Mustaine’s first impressions weren’t promising: “I picked up the record [Dragon’s Kiss], tried not to laugh,” Mustaine recalled in A Life In Metal. “On the cover, Marty wore some sort of shimmering leather jacket (or jumpsuit; it was hard to tell) open to the waist. His hair had been styled into long, flowing, two-tone curls.”
Yet the Megadeth leader soon changed his tune: “Less than two minutes into the first track I was sold. More than that actually. I was shocked. This guy wants to join us?” Marty went on to ace his audition. The first Megadeth album he played on, Rust In Peace, marked a new chapter for the band, featuring the recorded debut of not just Friedman but also drummer Nick Menza.

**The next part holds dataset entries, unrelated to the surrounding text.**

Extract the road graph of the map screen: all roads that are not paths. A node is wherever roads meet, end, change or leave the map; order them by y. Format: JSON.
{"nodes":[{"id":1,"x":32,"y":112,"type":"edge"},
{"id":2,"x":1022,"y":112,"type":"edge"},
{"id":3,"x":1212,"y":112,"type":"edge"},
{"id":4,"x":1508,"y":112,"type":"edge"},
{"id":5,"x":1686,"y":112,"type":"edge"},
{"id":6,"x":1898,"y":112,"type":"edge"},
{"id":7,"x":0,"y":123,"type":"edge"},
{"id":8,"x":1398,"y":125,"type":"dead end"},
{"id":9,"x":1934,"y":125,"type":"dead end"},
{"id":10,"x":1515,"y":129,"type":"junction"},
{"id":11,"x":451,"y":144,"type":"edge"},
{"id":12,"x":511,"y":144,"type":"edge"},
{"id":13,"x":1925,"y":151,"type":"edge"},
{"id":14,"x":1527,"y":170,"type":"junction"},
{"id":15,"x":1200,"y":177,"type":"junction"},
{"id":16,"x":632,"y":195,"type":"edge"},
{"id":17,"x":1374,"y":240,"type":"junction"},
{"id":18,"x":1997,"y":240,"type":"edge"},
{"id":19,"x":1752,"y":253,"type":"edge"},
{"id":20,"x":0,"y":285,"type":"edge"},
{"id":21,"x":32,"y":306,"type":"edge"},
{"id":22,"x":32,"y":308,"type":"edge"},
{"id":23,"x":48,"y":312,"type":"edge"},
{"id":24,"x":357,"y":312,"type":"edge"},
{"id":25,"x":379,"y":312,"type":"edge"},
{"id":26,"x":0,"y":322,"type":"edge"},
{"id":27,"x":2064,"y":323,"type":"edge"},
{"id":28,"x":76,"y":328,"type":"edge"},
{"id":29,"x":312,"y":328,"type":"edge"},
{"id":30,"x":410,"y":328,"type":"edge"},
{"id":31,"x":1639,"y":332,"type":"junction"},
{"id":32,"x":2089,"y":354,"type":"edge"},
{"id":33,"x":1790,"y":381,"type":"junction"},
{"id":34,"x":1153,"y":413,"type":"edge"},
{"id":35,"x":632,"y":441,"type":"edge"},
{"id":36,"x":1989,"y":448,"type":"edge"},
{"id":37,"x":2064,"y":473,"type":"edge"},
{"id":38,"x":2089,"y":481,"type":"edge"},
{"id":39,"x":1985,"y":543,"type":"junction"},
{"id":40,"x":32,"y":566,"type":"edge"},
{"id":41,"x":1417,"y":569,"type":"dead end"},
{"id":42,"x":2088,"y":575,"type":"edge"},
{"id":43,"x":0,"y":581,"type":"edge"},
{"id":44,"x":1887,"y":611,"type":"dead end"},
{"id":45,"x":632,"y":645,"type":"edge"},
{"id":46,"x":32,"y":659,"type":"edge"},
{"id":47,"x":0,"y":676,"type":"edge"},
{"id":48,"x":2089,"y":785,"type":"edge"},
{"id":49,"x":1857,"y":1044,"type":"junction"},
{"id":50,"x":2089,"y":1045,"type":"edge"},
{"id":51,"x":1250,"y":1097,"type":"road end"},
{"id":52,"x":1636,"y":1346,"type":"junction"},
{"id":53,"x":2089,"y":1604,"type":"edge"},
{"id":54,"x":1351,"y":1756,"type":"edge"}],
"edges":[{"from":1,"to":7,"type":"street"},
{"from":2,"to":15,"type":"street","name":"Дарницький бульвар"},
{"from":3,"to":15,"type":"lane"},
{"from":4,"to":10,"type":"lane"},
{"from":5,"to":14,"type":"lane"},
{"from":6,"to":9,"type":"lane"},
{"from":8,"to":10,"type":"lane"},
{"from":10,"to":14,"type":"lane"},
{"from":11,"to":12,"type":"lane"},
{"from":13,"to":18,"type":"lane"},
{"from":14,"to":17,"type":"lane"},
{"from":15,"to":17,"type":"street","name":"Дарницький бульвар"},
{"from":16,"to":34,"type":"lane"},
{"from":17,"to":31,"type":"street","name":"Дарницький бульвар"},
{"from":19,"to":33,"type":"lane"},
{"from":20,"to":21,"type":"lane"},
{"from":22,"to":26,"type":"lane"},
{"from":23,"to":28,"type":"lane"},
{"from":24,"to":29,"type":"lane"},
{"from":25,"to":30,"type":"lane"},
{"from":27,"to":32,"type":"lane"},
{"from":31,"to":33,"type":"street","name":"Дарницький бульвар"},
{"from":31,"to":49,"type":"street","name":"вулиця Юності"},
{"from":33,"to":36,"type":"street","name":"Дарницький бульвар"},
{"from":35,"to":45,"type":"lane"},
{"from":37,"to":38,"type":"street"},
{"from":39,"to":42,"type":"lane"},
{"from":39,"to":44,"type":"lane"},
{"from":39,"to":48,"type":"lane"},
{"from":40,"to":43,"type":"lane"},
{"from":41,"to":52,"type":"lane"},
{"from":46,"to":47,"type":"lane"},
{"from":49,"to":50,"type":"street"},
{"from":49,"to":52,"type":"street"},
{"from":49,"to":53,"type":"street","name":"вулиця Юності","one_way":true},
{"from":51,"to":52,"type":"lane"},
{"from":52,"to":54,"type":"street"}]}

“By just about every conceivable standard, Rust In Peace was a watershed event for Megadeth,” Mustaine reflected in A Life In Metal. “Megadeth was back to being a powerhouse four-piece band, one that had the potential to surpass even the line-up that had produced our first two records. We went into the studio armed with a bunch of great songs and a commitment to playing fierce and sober, like the greatest thrash metal band on the planet.” They sound like it on Tornado Of Souls.
Never a man to hand out superlatives to others without well-earned reason, Mustaine was definitely impressed with his new guitarist’s lead performance on the album.
“By the time we went into the studio with Marty, the album was already completely written,” Mustaine told Guitar World in 2010. “And one thing that most people don’t realise is that on every Megadeth record, I play the majority of the rhythm parts, with only a little embellishment from the other guitarist. So all Marty had to do was put the solos on the top of everything, and he did a great job.”
Of all those solos, Tornado Of Souls was the one Megadeth’s chief was most taken with. As Friedman recalled on his website: “When I finished the solo to this one, Mustaine came into the studio, listened to it once, turned around and, without saying a word, shook my hand. It was at that moment that I felt like I was truly the guitarist for this band.”